Noch stammen alle Cannabis-Blüten aus dem Ausland. So haben Arzneimittel-Großhändler im Jahr 2019 rund 6740 Kilo nach Deutschland importiert. Wenn in anderen Ländern die Nachfrage plötzlich steigt – zum Beispiel durch eine Legalisierung der Droge –, werden manche Sorten jedoch rar. Um solche Engpässe zu vermeiden, soll nach dem Willen der Bundesregierung deshalb auch in Deutschland Medizinalhanf angebaut werden. Zuständig dafür ist ein neues Team beim BfArM: die Cannabis-Agentur. Sie kontrolliert Anbau, Ernte und Verarbeitung der heimischen Produktion.
Pro Jahr sollen künftig 2600 Kilo Cannabis angebaut werden. Warum nur so wenig? »Wir mussten berücksichtigen, dass es vor 2017 keine verlässlichen Zahlen zu möglichen Patienten gab«, sagt BfArM-Sprecher Maik Pommer. Falls zu viel angebaut würde, gehe das zu Lasten der Steuerzahler. Zudem sei der Import ja weiterhin möglich.
Kritiker wie der Deutsche Hanfverband sehen das anders. Sie monieren, die Bundesregierung wolle die Mengen absichtlich klein halten, um den Aufbau einer starken deutschen Cannabis-Industrie zu verhindern.
Der Anbaubetrieb – Warten auf die erste Ernte
Ein hoher Zaun, dahinter ein Bunker aus Stahlbeton: So beschreibt Yvonne Möller die Produktionsanlage ihres Arbeitgebers in Leuna, Sachsen-Anhalt. »Die Ware lagert hinter dicken Türen«, sagt Möller, die beim Arzneimittel-Großhändler Aurora Deutschland arbeitet. Sicherheit muss sein; immerhin ist das Produkt nicht nur eine Medizin, sondern auch eine begehrte Droge.
Aurora ist – neben der Aphria Deutschland GmbH und der Demecan GmbH – eines von drei Unternehmen, die pharmazeutisches Cannabis in der Bundesrepublik anbauen dürfen. Der kanadische Mutterkonzern, das börsennotierte Unternehmen Aurora Cannabis Inc., baut die Pflanze in Kanada bereits seit mehreren Jahren für den internationalen Markt großflächig an, laut eigenen Angaben rund 67 500 Kilo pro Jahr.

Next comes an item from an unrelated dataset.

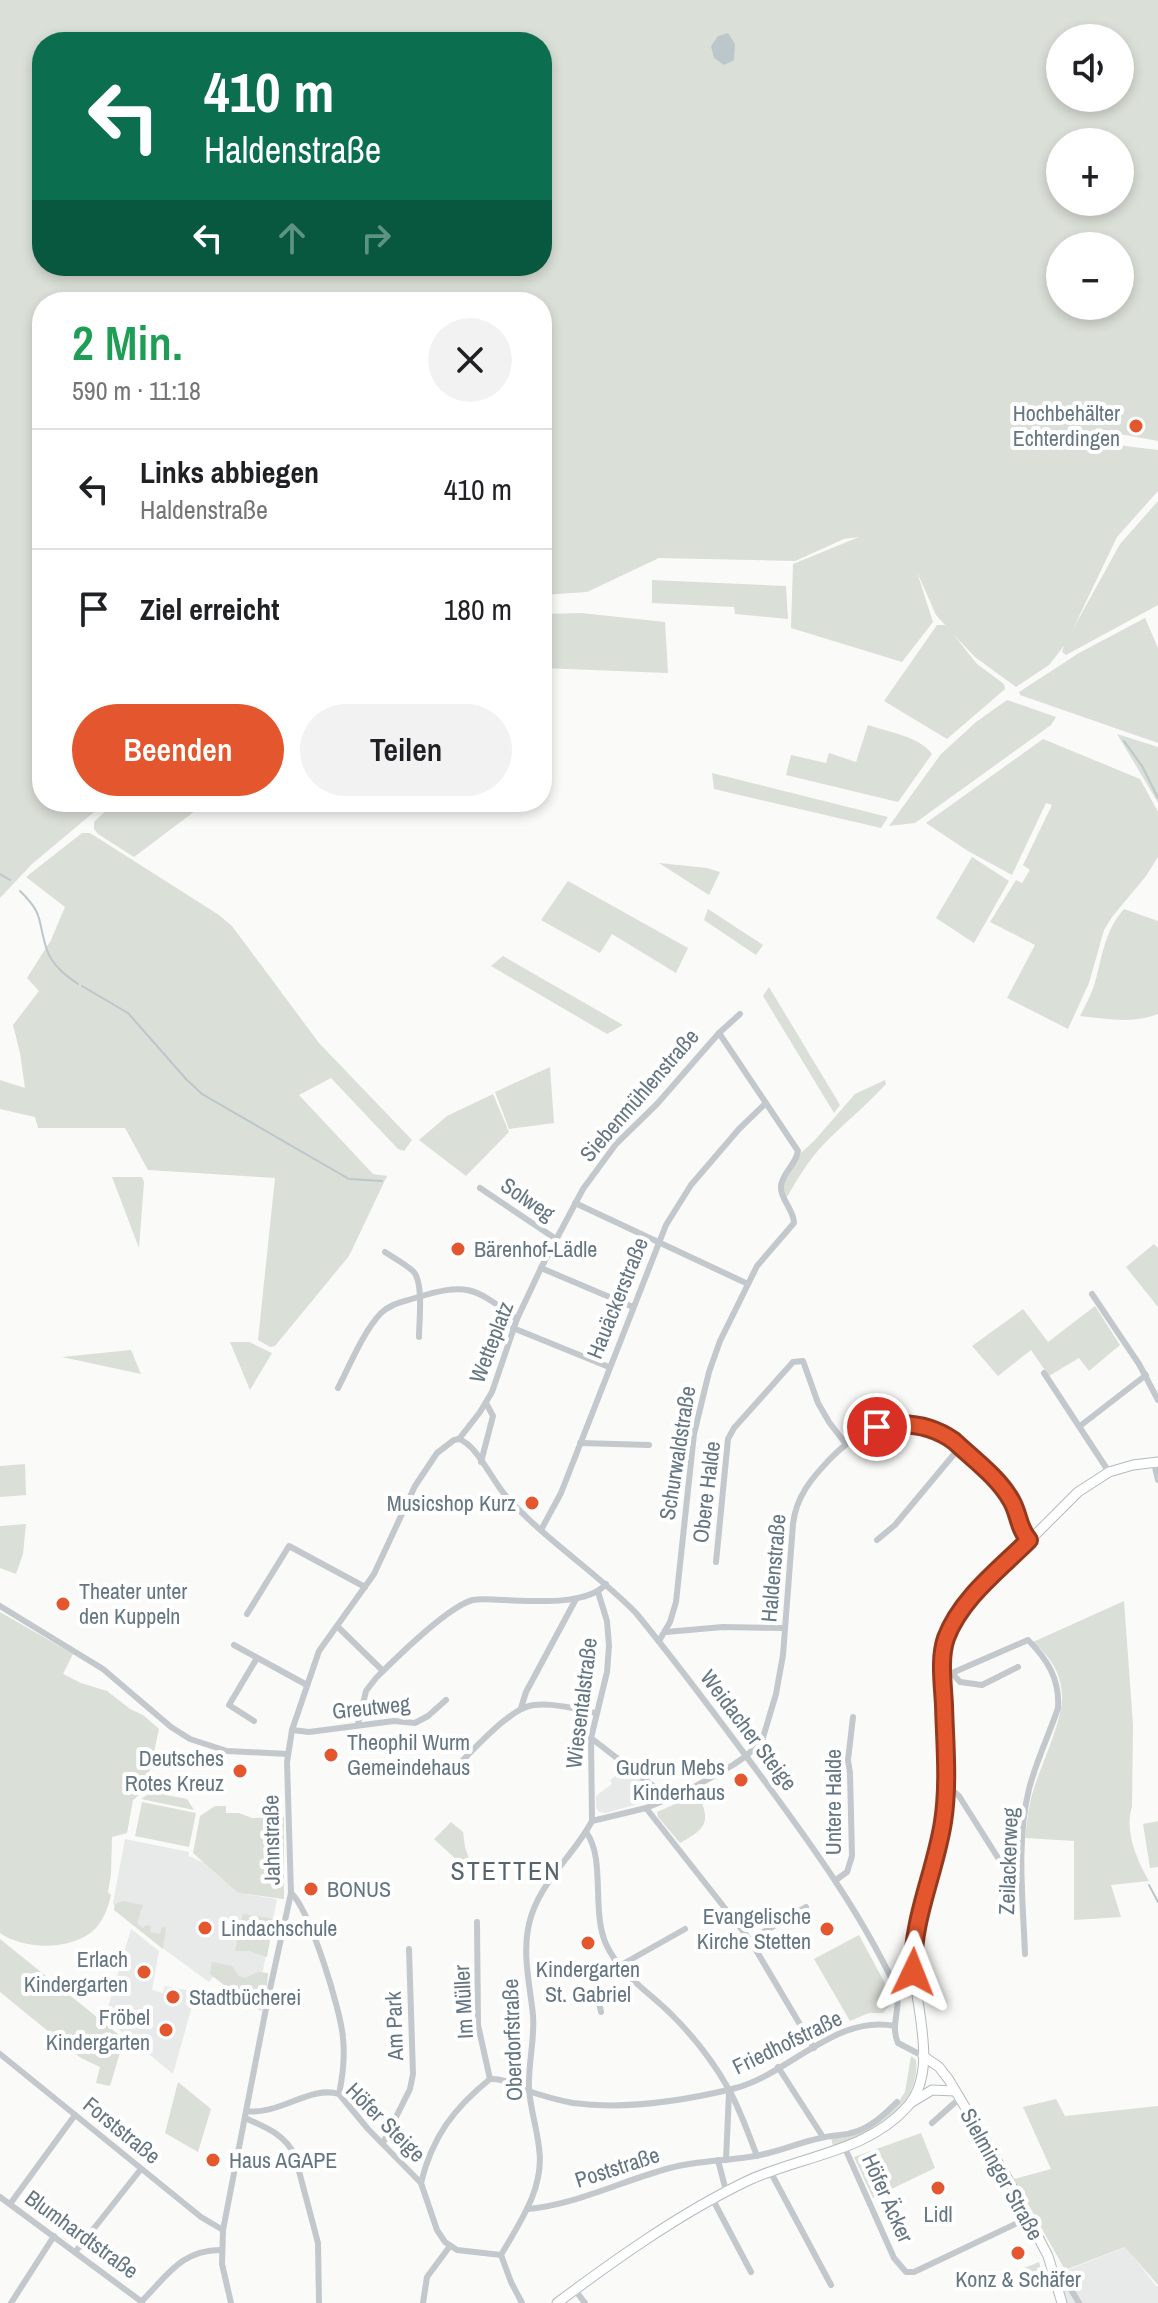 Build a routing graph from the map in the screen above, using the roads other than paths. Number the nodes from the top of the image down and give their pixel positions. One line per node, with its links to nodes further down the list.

Für den deutschen Markt sind die Dimensionen deutlich kleiner. Hier darf Aurora zunächst 1000 Kilogramm jährlich anbauen. »Wir hoffen, dass der Markt in Europa noch wesentlich wächst«, sagt Firmensprecherin Möller. Dann könnten mehr Pflanzen nötig sein. Die Menge der eingeführten Blüten jedenfalls steigt seit der Legalisierung stark an.
Aktuell gehe man davon aus, dass zwischen 60 000 und 80 000 Personen in Deutschland Cannabis verschrieben bekommen, sagt Möller. In Kanada sei es ein Prozent der Bevölkerung. Auf Deutschland übertragen wären das langfristig 830 000 potenzielle Abnehmer.
Die Coronapandemie erschwerte jedoch den Anbau. Viele Materialien kamen aus ganz Europa, weshalb sich der Innenausbau der Produktionsstätten laut Möller verzögerte. Als Nächstes standen für ihre Firma mehrere Testläufe an: Bei welcher Temperatur, Luftfeuchtigkeit und Beleuchtung wachsen die Pflanzen am besten? Unter welchen Bedingungen entwickeln sie den optimalen THC-Wert? Außerdem muss das Landesverwaltungsamt in Sachsen-Anhalt die Anlage behördlich abnehmen. Wann sich erstmals Cannabis ernten lässt, war daher unklar. (Anm. d. Red.: Seit Juni 2022 wird dort Cannabis hergestellt.)
Für Patientinnen und Patienten ändert diese Verzögerung indessen erst einmal nichts. Mit einem entsprechenden Rezept erhalten sie in der Apotheke ihr Cannabis, egal aus welchem Land es letztendlich stammt. Vorausgesetzt natürlich, sie finden zuvor den richtigen Arzt.